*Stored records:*
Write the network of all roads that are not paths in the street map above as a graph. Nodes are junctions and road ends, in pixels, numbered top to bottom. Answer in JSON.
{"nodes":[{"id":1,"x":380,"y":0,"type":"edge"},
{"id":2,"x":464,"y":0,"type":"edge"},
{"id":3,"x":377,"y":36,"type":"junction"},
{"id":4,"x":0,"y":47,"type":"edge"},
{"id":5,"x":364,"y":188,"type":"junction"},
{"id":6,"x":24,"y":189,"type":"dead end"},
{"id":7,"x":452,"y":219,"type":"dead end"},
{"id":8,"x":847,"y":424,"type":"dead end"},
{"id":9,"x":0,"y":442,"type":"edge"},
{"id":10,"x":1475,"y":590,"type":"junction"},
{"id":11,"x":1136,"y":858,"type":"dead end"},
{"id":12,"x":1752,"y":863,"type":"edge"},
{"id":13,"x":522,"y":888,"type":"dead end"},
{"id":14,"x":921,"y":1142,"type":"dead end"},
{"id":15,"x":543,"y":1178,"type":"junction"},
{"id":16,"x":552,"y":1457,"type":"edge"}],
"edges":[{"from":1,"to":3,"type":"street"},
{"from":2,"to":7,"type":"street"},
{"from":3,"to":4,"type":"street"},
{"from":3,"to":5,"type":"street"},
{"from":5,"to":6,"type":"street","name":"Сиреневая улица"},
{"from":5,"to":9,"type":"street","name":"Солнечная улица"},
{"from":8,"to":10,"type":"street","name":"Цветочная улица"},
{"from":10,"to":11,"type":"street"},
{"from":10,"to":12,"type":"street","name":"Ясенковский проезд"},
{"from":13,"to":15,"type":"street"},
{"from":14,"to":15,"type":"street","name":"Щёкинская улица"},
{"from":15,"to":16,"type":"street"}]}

*WORK INSTRUCTIONS:* Reproduce the data verbatim, line for line.

*RESPONSE AREA:*
Write the network of all roads that are not paths in the street map above as a graph. Nodes are junctions and road ends, in pixels, numbered top to bottom. Answer in JSON.
{"nodes":[{"id":1,"x":380,"y":0,"type":"edge"},
{"id":2,"x":464,"y":0,"type":"edge"},
{"id":3,"x":377,"y":36,"type":"junction"},
{"id":4,"x":0,"y":47,"type":"edge"},
{"id":5,"x":364,"y":188,"type":"junction"},
{"id":6,"x":24,"y":189,"type":"dead end"},
{"id":7,"x":452,"y":219,"type":"dead end"},
{"id":8,"x":847,"y":424,"type":"dead end"},
{"id":9,"x":0,"y":442,"type":"edge"},
{"id":10,"x":1475,"y":590,"type":"junction"},
{"id":11,"x":1136,"y":858,"type":"dead end"},
{"id":12,"x":1752,"y":863,"type":"edge"},
{"id":13,"x":522,"y":888,"type":"dead end"},
{"id":14,"x":921,"y":1142,"type":"dead end"},
{"id":15,"x":543,"y":1178,"type":"junction"},
{"id":16,"x":552,"y":1457,"type":"edge"}],
"edges":[{"from":1,"to":3,"type":"street"},
{"from":2,"to":7,"type":"street"},
{"from":3,"to":4,"type":"street"},
{"from":3,"to":5,"type":"street"},
{"from":5,"to":6,"type":"street","name":"Сиреневая улица"},
{"from":5,"to":9,"type":"street","name":"Солнечная улица"},
{"from":8,"to":10,"type":"street","name":"Цветочная улица"},
{"from":10,"to":11,"type":"street"},
{"from":10,"to":12,"type":"street","name":"Ясенковский проезд"},
{"from":13,"to":15,"type":"street"},
{"from":14,"to":15,"type":"street","name":"Щёкинская улица"},
{"from":15,"to":16,"type":"street"}]}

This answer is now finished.